At the end of 2013, ELM faced a liquidity shortfall. To prevent ELM from defaulting on its liability insurance and to meet payroll obligations, Graves personally contributed approximately $1.8 million to the company. On January 16, 2014, Graves sent an email to Bielfeldt about the liquidity situation and possible funding options. Graves said that his “[f]irst and preferred option” was for Bielfeldt “to come up with $900K to equalize our contributions and risk.” However, he stated “[i]f this option is not preferred then let’s have your ownership valued and work on an exit strategy.” He then said, “if you have another option, please let me know as I value our friendship and would like to see this worked out.” Despite various communications that ensued, Bielfeldt never addressed Graves’s additional capital contribution. As a result, on May 12, 2014, Graves sent Bielfeldt a letter pursuant to Section 8.02 of the SRA requesting consent for an equity issuance. Bielfeldt received Graves’s letter but did not respond in writing.
At some point after thirty days elapsed, Graves took steps to issue himself additional shares of ELM (the “Issuance”), significantly diluting Bielfeldt’s and Wales’s ownership interests. Bielfeldt and Wales then filed suit against Graves, ELM, and Bourazak; they claimed the Issuance violated Section 10(b) of the Securities Exchange Act of 1934, 15 U.S.C. § 78b(j) (“10b-5”), and the Racketeer Influenced and Corrupt Organizations Act (“RICO”), 18 U.S.C. § 1961–68. Plaintiffs also brought state law claims. In response, defendants brought a counterclaim seeking a declaratory judgment that the Issuance was valid. After both parties moved for summary judgment on the declaratory judgment claim, the district court invited defendants to file a motion for summary judgment on the federal claims as well. ELM accepted that invitation, and on October 26, 2017, the district court granted that motion.1 The court declined to exercise supplemental jurisdiction over the remaining claims and counterclaims, and terminated the case. Plaintiffs now appeal. We review de novo a district court’s grant of summary judgment, construing all facts and drawing all reasonable inferences in favor of the non-moving party. See C.G. Schmidt, Inc. v. Permasteelisa N. Am., 825 F.3d 801, 805 (7th Cir. 2016).

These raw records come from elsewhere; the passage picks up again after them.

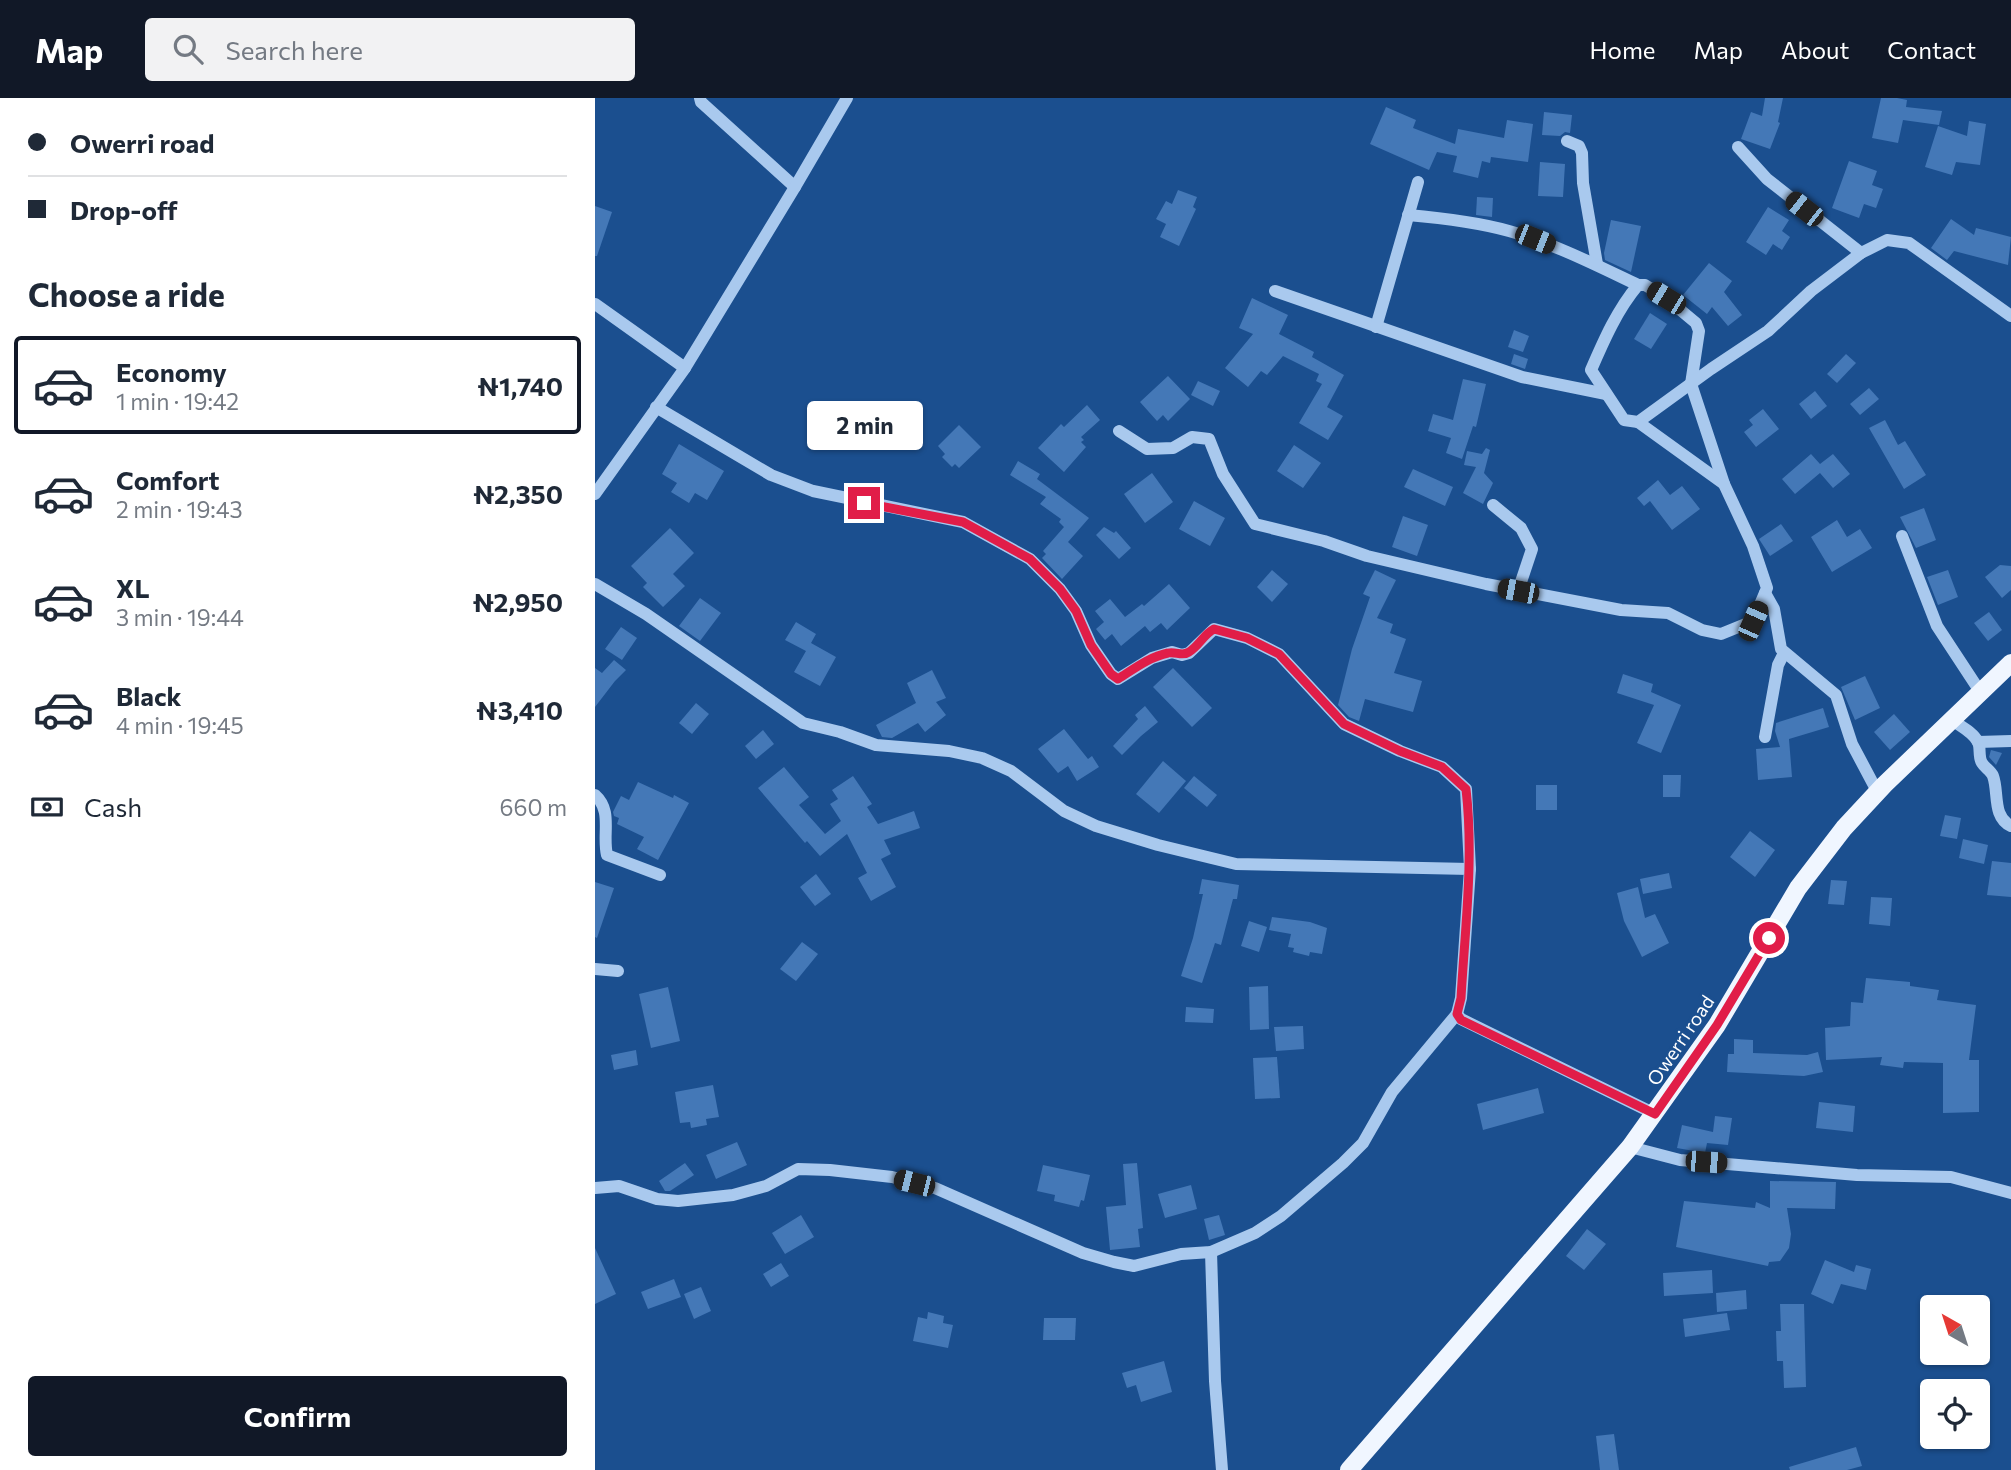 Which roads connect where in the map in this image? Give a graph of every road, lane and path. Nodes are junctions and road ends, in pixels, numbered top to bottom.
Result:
1 (700, 98) edge
2 (847, 98) edge
3 (1567, 141) dead end
4 (1738, 147) dead end
5 (1418, 182) dead end
6 (795, 187) junction
7 (1408, 215) junction
8 (1861, 253) junction
9 (1597, 264) junction
10 (1639, 285) junction
11 (1275, 291) dead end
12 (595, 304) edge
13 (2011, 316) edge
14 (1376, 327) junction
15 (685, 368) junction
16 (1691, 384) junction
17 (1606, 394) junction
18 (656, 407) junction
19 (1638, 422) junction
20 (1119, 431) dead end
21 (1724, 484) junction
22 (595, 494) edge
23 (1493, 505) dead end
24 (1902, 536) dead end
25 (595, 584) edge
26 (1518, 591) junction
27 (1765, 593) junction
28 (1784, 653) junction
29 (2011, 663) edge
30 (1981, 692) junction
31 (1952, 720) junction
32 (1765, 737) dead end
33 (2011, 741) edge
34 (1978, 743) junction
35 (1878, 793) junction
36 (595, 795) edge
37 (2011, 826) edge
38 (1471, 869) junction
39 (660, 875) dead end
40 (595, 968) edge
41 (618, 971) dead end
42 (1457, 1014) junction
43 (1655, 1114) junction
44 (1630, 1147) junction
45 (595, 1188) edge
46 (2011, 1193) edge
47 (1211, 1252) junction
48 (1221, 1470) edge
49 (1349, 1470) edge

1 - 6 street
2 - 6 street
3 - 9 street
4 - 8 street
5 - 7 street
6 - 15 street
7 - 9 street
7 - 14 street
8 - 13 street
8 - 16 street
9 - 10 street
10 - 16 street
10 - 17 street
11 - 14 street
12 - 15 street
14 - 17 street
15 - 18 street
16 - 19 street
16 - 21 street
17 - 19 street
18 - 22 street
18 - 38 street
19 - 21 street
20 - 26 street
21 - 27 street
23 - 26 street
24 - 30 street
25 - 38 street
26 - 27 street
27 - 28 street
28 - 32 street
28 - 35 street
29 - 30 main road, Owerri road
30 - 31 main road, Owerri road
31 - 34 street
31 - 35 main road, Owerri road
33 - 34 street
34 - 37 street
35 - 43 main road, Owerri road
36 - 39 street
38 - 42 street
40 - 41 street
42 - 43 street
42 - 47 street
43 - 44 main road, Owerri road
44 - 46 street
44 - 49 main road, Owerri road
45 - 47 street
47 - 48 street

“Rule 10b–5 ․ prohibits the making of any untrue statement of material fact or the omission of a material fact that would render statements made misleading in connection with the purchase or sale of any security.” In re HealthCare Compare Corp. Sec. Litig., 75 F.3d 276, 280 (7th Cir. 1996). Plaintiffs argue defendants’ failure to include the terms of the Issuance in the May 12th letter constituted a material misstatement or omission. But unlike Article VII, Article VIII’s Major Event’s provision is not subject to any specific disclosure requirements; thus defendants were not required to include anything other than notice of the Major Event in the letter. Moreover, Bielfeldt’s failure to respond to the May 12th letter in writing within thirty days is the equivalent of consent under Section 8.03 of the SRA. Accordingly, plaintiffs’ 10b-5 claim fails.

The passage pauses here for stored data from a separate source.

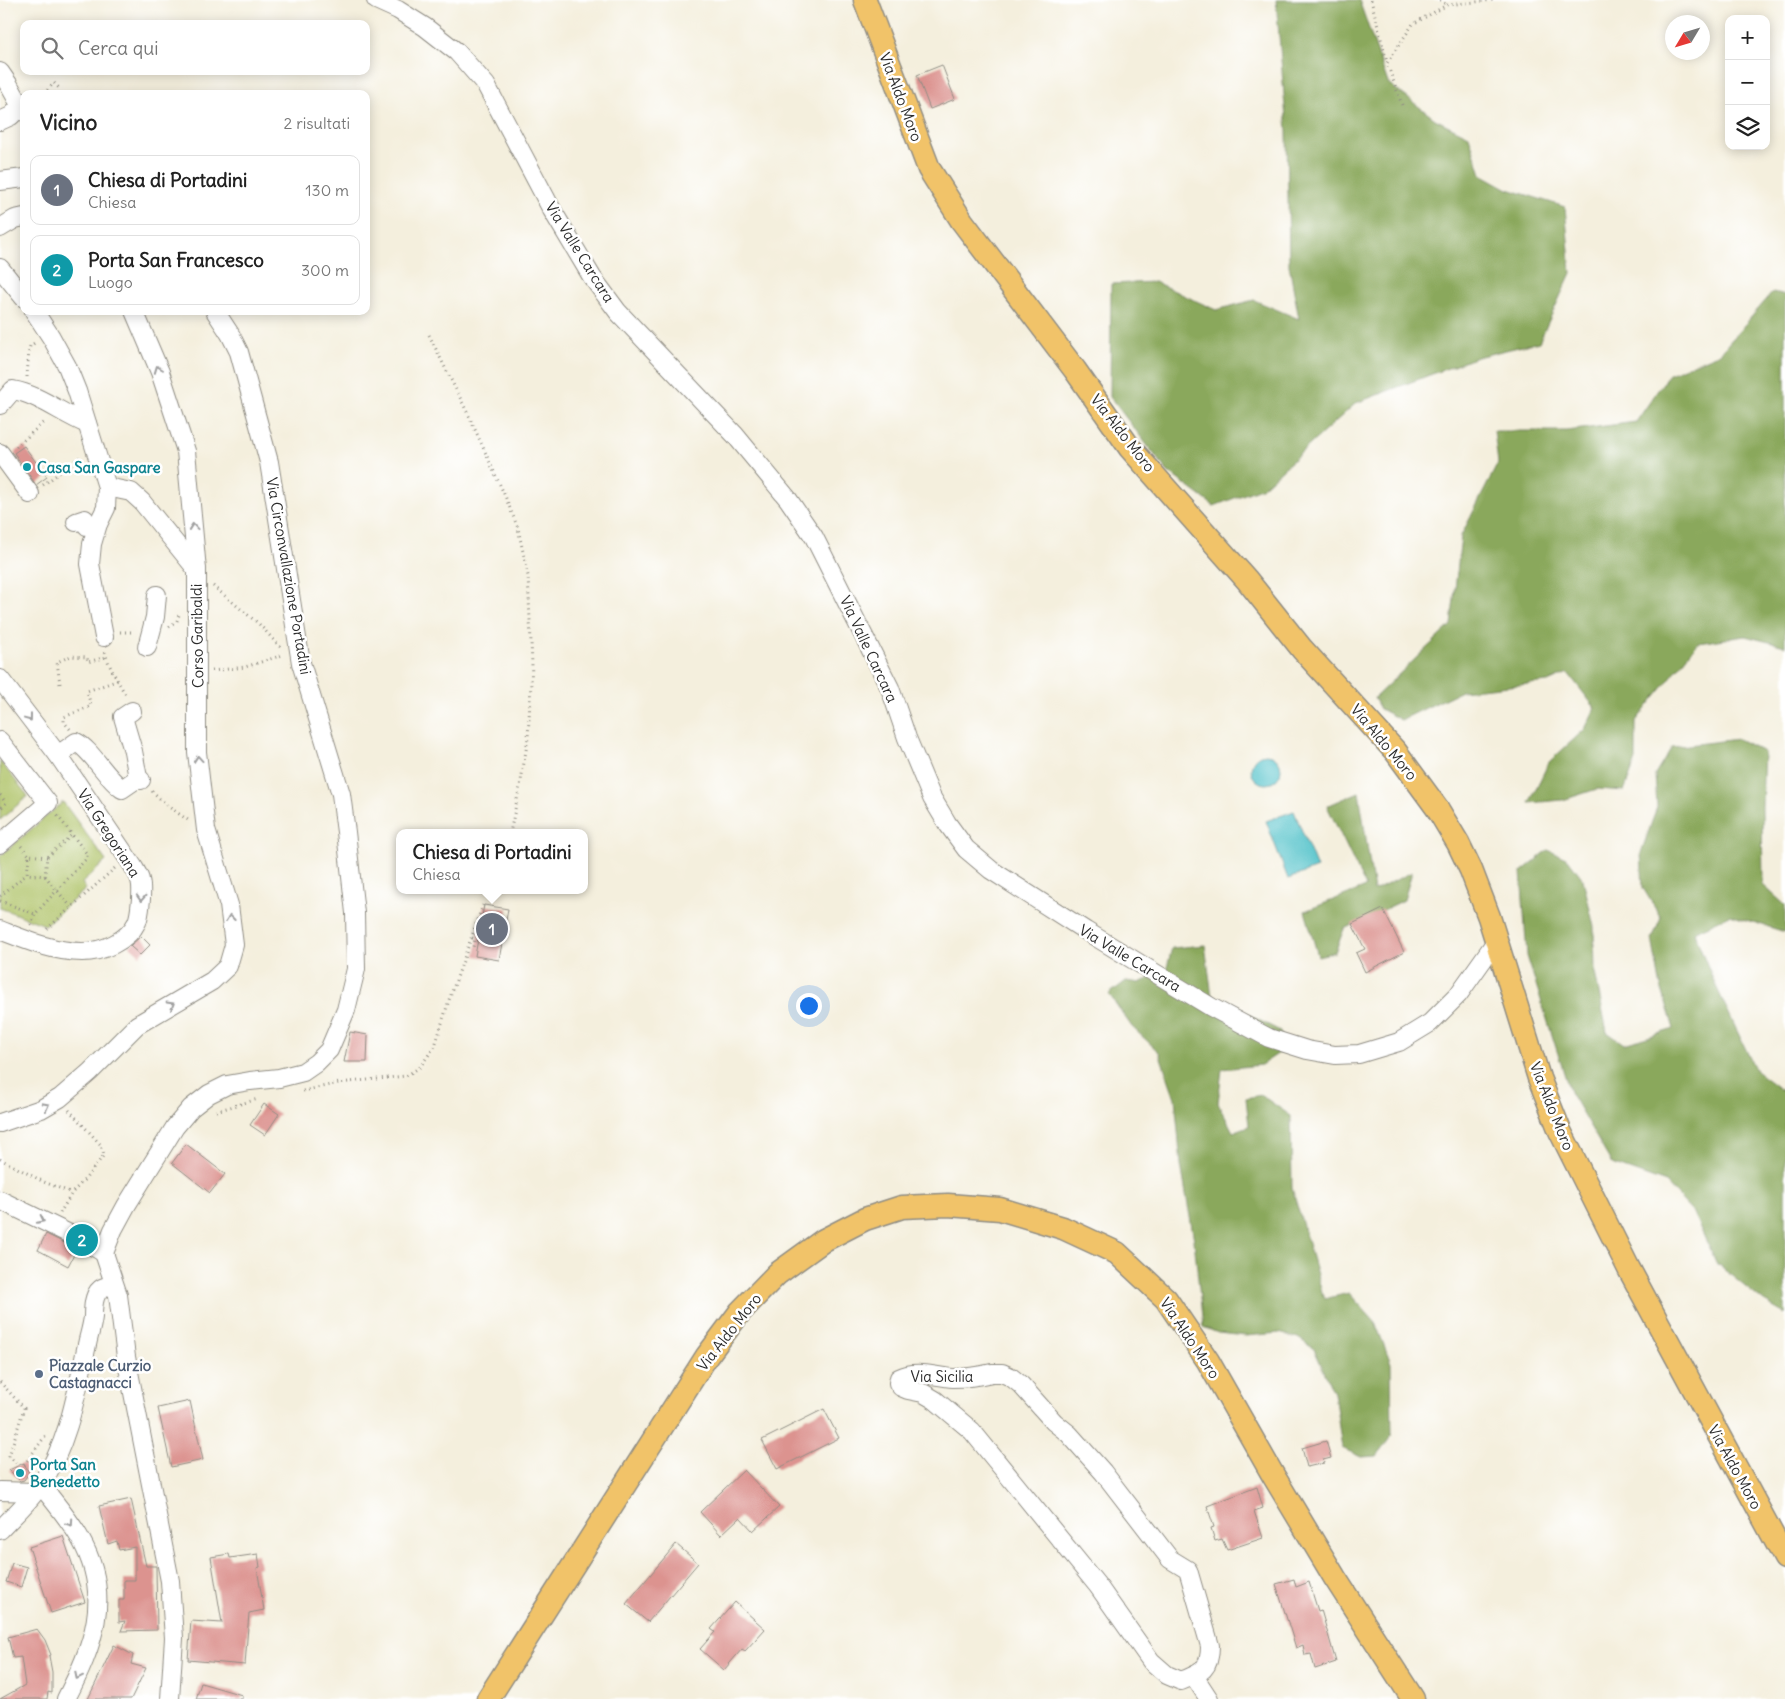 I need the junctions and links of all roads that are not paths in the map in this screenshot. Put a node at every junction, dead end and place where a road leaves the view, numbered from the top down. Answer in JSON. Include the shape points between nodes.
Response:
{"nodes":[{"id":1,"x":376,"y":0,"type":"edge"},
{"id":2,"x":865,"y":0,"type":"edge"},
{"id":3,"x":0,"y":72,"type":"edge"},
{"id":4,"x":20,"y":105,"type":"edge"},
{"id":5,"x":20,"y":110,"type":"edge"},
{"id":6,"x":0,"y":120,"type":"edge"},
{"id":7,"x":20,"y":178,"type":"edge"},
{"id":8,"x":0,"y":180,"type":"edge"},
{"id":9,"x":20,"y":218,"type":"edge"},
{"id":10,"x":0,"y":228,"type":"edge"},
{"id":11,"x":0,"y":268,"type":"edge"},
{"id":12,"x":20,"y":293,"type":"edge"},
{"id":13,"x":37,"y":315,"type":"edge"},
{"id":14,"x":136,"y":315,"type":"edge"},
{"id":15,"x":218,"y":315,"type":"edge"},
{"id":16,"x":0,"y":405,"type":"edge"},
{"id":17,"x":88,"y":424,"type":"junction"},
{"id":18,"x":6,"y":452,"type":"edge"},
{"id":19,"x":107,"y":487,"type":"junction"},
{"id":20,"x":30,"y":494,"type":"dead end"},
{"id":21,"x":76,"y":522,"type":"dead end"},
{"id":22,"x":98,"y":524,"type":"junction"},
{"id":23,"x":202,"y":576,"type":"junction"},
{"id":24,"x":157,"y":595,"type":"dead end"},
{"id":25,"x":104,"y":637,"type":"dead end"},
{"id":26,"x":147,"y":648,"type":"dead end"},
{"id":27,"x":0,"y":679,"type":"edge"},
{"id":28,"x":132,"y":711,"type":"road end"},
{"id":29,"x":0,"y":741,"type":"edge"},
{"id":30,"x":58,"y":755,"type":"junction"},
{"id":31,"x":0,"y":844,"type":"edge"},
{"id":32,"x":0,"y":930,"type":"edge"},
{"id":33,"x":1497,"y":940,"type":"junction"},
{"id":34,"x":0,"y":1123,"type":"edge"},
{"id":35,"x":0,"y":1200,"type":"edge"},
{"id":36,"x":104,"y":1253,"type":"junction"},
{"id":37,"x":115,"y":1288,"type":"junction"},
{"id":38,"x":38,"y":1488,"type":"junction"},
{"id":39,"x":0,"y":1492,"type":"edge"},
{"id":40,"x":0,"y":1530,"type":"edge"},
{"id":41,"x":1785,"y":1558,"type":"edge"},
{"id":42,"x":1194,"y":1676,"type":"junction"},
{"id":43,"x":66,"y":1699,"type":"edge"},
{"id":44,"x":170,"y":1699,"type":"edge"},
{"id":45,"x":488,"y":1699,"type":"edge"},
{"id":46,"x":1209,"y":1699,"type":"edge"},
{"id":47,"x":1413,"y":1699,"type":"edge"}],
"edges":[{"from":1,"to":33,"type":"street","name":"Via Valle Carcara","via":[[398,10],[457,52],[486,85],[552,210],[592,277],[618,312],[734,435],[788,499],[814,537],[890,688],[932,798],[966,849],[991,870],[1086,931],[1269,1038],[1307,1050],[1335,1054],[1359,1054],[1399,1042],[1430,1023],[1458,995]]},
{"from":2,"to":33,"type":"main road","name":"Via Aldo Moro","via":[[929,169],[962,221],[1070,362],[1130,448],[1247,580],[1302,649],[1396,752],[1458,843]]},
{"from":3,"to":4,"type":"street"},
{"from":5,"to":6,"type":"street"},
{"from":7,"to":8,"type":"street"},
{"from":9,"to":10,"type":"street"},
{"from":11,"to":12,"type":"street"},
{"from":13,"to":17,"type":"street","via":[[67,366]]},
{"from":23,"to":14,"type":"street","name":"Corso Garibaldi","one_way":true,"via":[[186,451],[160,372]]},
{"from":15,"to":36,"type":"street","name":"Via Circonvallazione Portadini","via":[[239,352],[269,462],[290,658],[340,794],[355,913],[356,969],[346,1010],[329,1050],[303,1072],[227,1085],[192,1108],[175,1127],[126,1206]]},
{"from":16,"to":17,"type":"street","via":[[13,390],[24,389]]},
{"from":17,"to":19,"type":"street","via":[[88,449]]},
{"from":18,"to":20,"type":"street"},
{"from":19,"to":22,"type":"street","via":[[106,508]]},
{"from":19,"to":23,"type":"street","via":[[131,492],[142,502]]},
{"from":21,"to":22,"type":"street","via":[[85,519],[87,526]]},
{"from":22,"to":25,"type":"street","via":[[90,564]]},
{"from":34,"to":23,"type":"street","name":"Corso Garibaldi","one_way":true,"via":[[41,1109],[60,1098],[137,1024],[212,981],[228,966],[234,944],[229,905],[206,830],[197,752]]},
{"from":24,"to":26,"type":"street"},
{"from":27,"to":30,"type":"street","name":"Via Gregoriana","one_way":true},
{"from":28,"to":30,"type":"street","via":[[123,717],[139,779],[122,789],[76,742]]},
{"from":29,"to":31,"type":"street","via":[[48,803]]},
{"from":30,"to":32,"type":"street","name":"Via Gregoriana","one_way":true,"via":[[133,866],[140,880],[140,913],[136,924],[125,936],[97,951],[82,952],[39,945]]},
{"from":33,"to":41,"type":"main road","name":"Via Aldo Moro","via":[[1539,1078],[1560,1130],[1629,1269]]},
{"from":35,"to":36,"type":"street","one_way":true},
{"from":36,"to":37,"type":"street"},
{"from":37,"to":38,"type":"street","via":[[103,1287],[95,1298],[71,1415],[53,1464]]},
{"from":37,"to":44,"type":"street","via":[[170,1581],[174,1638]]},
{"from":38,"to":39,"type":"street"},
{"from":38,"to":40,"type":"street"},
{"from":38,"to":43,"type":"street","one_way":true,"via":[[71,1523],[82,1541],[92,1563],[96,1589],[94,1635]]},
{"from":42,"to":42,"type":"street","name":"Via Sicilia","via":[[1181,1680],[1167,1675],[1151,1661],[1098,1586],[972,1431],[935,1400],[901,1387],[898,1383],[900,1378],[907,1374],[971,1378],[992,1373],[1011,1377],[1021,1385],[1103,1472],[1170,1559],[1188,1570],[1210,1646],[1210,1659],[1203,1671]]},
{"from":42,"to":46,"type":"street"},
{"from":45,"to":47,"type":"main road","name":"Via Aldo Moro","via":[[707,1356],[740,1312],[777,1274],[824,1240],[865,1219],[902,1207],[948,1205],[1000,1209],[1063,1228],[1117,1253],[1166,1299],[1208,1361],[1335,1578]]}]}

To prevail under RICO, plaintiffs must show that defendants participated in an enterprise’s affairs “through a pattern of racketeering activity.” Brouwer v. Raffensperger, Hughes & Co., 199 F.3d 961, 963 (7th Cir. 2000). A pattern requires the completion of at least two predicate acts. Id.; see 18 U.S.C. § 1961(5). Here, there was only one alleged activity—the single issuance of equity—so there could be no “pattern.” Moreover, there was no racketeering. As the district court explained, “[d]efendants committed no fraud, misstatements, or omissions concerning the issuance of equity to Graves.” Rather, after Graves funded the company, he allowed Bielfeldt an opportunity to maintain proportional ownership and provided Bielfeldt with information about the additional capital contribution. Bielfeldt simply failed to respond to the May 12th letter.2
AFFIRMED.
FOOTNOTES
1. Neither Bourazak nor Graves explicitly joined ELM’s second summary judgment motion. However, the district court did not err in terminating the case as to all defendants. ELM was on common ground with Bourazak and Graves, the court invited all defendants to move for summary judgment, and plaintiffs had an opportunity to respond. See Fed. R. Civ. P. 56(f); see also Acequia, Inc. v. Prudential Ins. Co. of Am., 226 F.3d 798, 807 (7th Cir. 2000) (“[W]here one defendant succeeds in winning summary judgment on a ground common to several defendants, the district court may also grant summary judgment to the non-moving defendants, if the plaintiff had an adequate opportunity to argue in opposition.”).
2. Because we affirm the judgment of the district court, we also affirm the district court’s award of costs to defendants. See Fed. R. Civ. P. 54(d)(1).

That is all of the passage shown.